[Recorded information Boundary: Start]

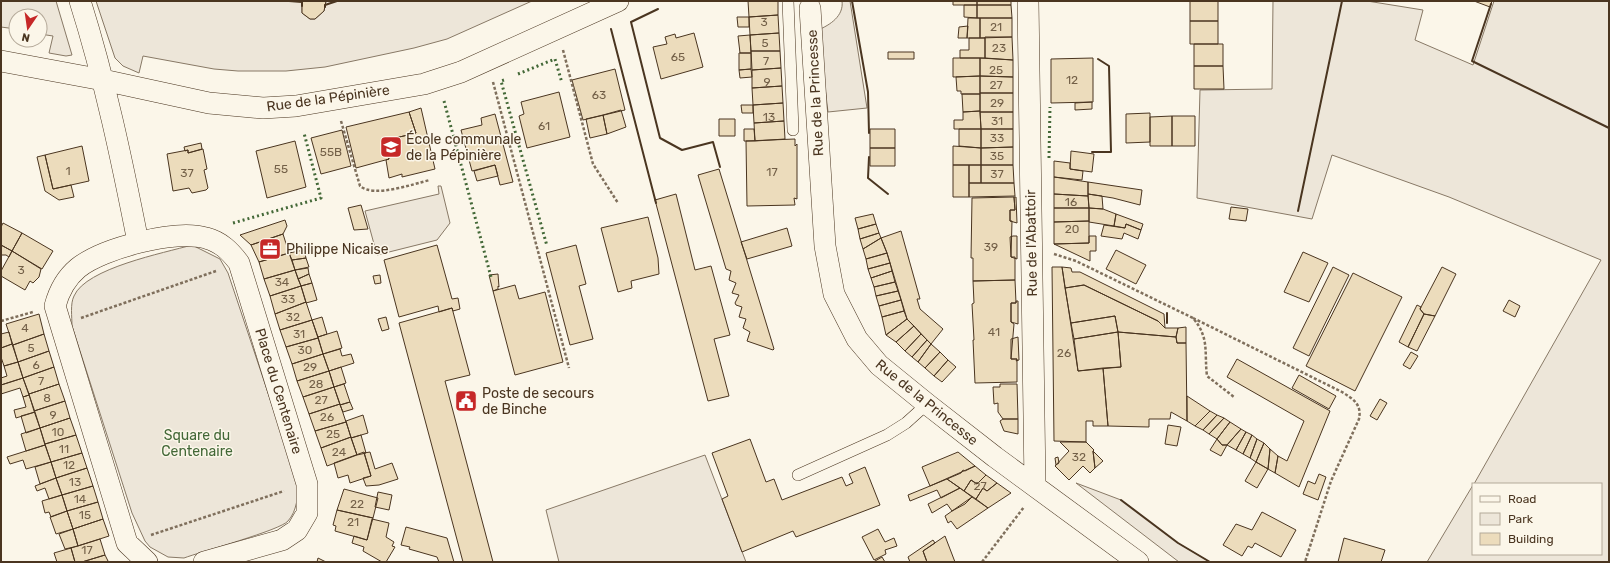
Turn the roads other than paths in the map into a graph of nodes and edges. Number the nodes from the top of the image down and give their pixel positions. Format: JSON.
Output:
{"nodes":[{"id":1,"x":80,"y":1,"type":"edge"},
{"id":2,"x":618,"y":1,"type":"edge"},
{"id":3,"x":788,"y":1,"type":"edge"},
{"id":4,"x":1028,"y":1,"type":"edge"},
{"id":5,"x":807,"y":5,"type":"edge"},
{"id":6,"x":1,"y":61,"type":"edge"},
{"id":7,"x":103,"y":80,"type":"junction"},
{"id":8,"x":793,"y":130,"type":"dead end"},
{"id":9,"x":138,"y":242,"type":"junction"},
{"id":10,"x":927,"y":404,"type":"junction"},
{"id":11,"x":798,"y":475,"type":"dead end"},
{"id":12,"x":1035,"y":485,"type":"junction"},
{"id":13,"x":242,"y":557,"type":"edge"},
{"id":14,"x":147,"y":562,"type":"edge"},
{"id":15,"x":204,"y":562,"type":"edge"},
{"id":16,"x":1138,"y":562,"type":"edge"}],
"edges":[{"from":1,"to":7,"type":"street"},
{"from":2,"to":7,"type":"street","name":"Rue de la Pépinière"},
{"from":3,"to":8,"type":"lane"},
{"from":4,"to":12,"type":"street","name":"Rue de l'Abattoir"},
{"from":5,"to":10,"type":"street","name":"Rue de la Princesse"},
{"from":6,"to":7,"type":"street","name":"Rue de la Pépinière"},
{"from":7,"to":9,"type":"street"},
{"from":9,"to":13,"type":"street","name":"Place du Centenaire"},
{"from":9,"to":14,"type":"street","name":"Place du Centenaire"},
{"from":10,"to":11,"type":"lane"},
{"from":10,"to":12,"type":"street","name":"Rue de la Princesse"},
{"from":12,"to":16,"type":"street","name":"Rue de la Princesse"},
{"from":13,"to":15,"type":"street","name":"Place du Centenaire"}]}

[Recorded information Boundary: End]

• Directions for this task
Repeat the data exactly, without the pictures.

• Answer section
Turn the roads other than paths in the map into a graph of nodes and edges. Number the nodes from the top of the image down and give their pixel positions. Format: JSON.
Output:
{"nodes":[{"id":1,"x":80,"y":1,"type":"edge"},
{"id":2,"x":618,"y":1,"type":"edge"},
{"id":3,"x":788,"y":1,"type":"edge"},
{"id":4,"x":1028,"y":1,"type":"edge"},
{"id":5,"x":807,"y":5,"type":"edge"},
{"id":6,"x":1,"y":61,"type":"edge"},
{"id":7,"x":103,"y":80,"type":"junction"},
{"id":8,"x":793,"y":130,"type":"dead end"},
{"id":9,"x":138,"y":242,"type":"junction"},
{"id":10,"x":927,"y":404,"type":"junction"},
{"id":11,"x":798,"y":475,"type":"dead end"},
{"id":12,"x":1035,"y":485,"type":"junction"},
{"id":13,"x":242,"y":557,"type":"edge"},
{"id":14,"x":147,"y":562,"type":"edge"},
{"id":15,"x":204,"y":562,"type":"edge"},
{"id":16,"x":1138,"y":562,"type":"edge"}],
"edges":[{"from":1,"to":7,"type":"street"},
{"from":2,"to":7,"type":"street","name":"Rue de la Pépinière"},
{"from":3,"to":8,"type":"lane"},
{"from":4,"to":12,"type":"street","name":"Rue de l'Abattoir"},
{"from":5,"to":10,"type":"street","name":"Rue de la Princesse"},
{"from":6,"to":7,"type":"street","name":"Rue de la Pépinière"},
{"from":7,"to":9,"type":"street"},
{"from":9,"to":13,"type":"street","name":"Place du Centenaire"},
{"from":9,"to":14,"type":"street","name":"Place du Centenaire"},
{"from":10,"to":11,"type":"lane"},
{"from":10,"to":12,"type":"street","name":"Rue de la Princesse"},
{"from":12,"to":16,"type":"street","name":"Rue de la Princesse"},
{"from":13,"to":15,"type":"street","name":"Place du Centenaire"}]}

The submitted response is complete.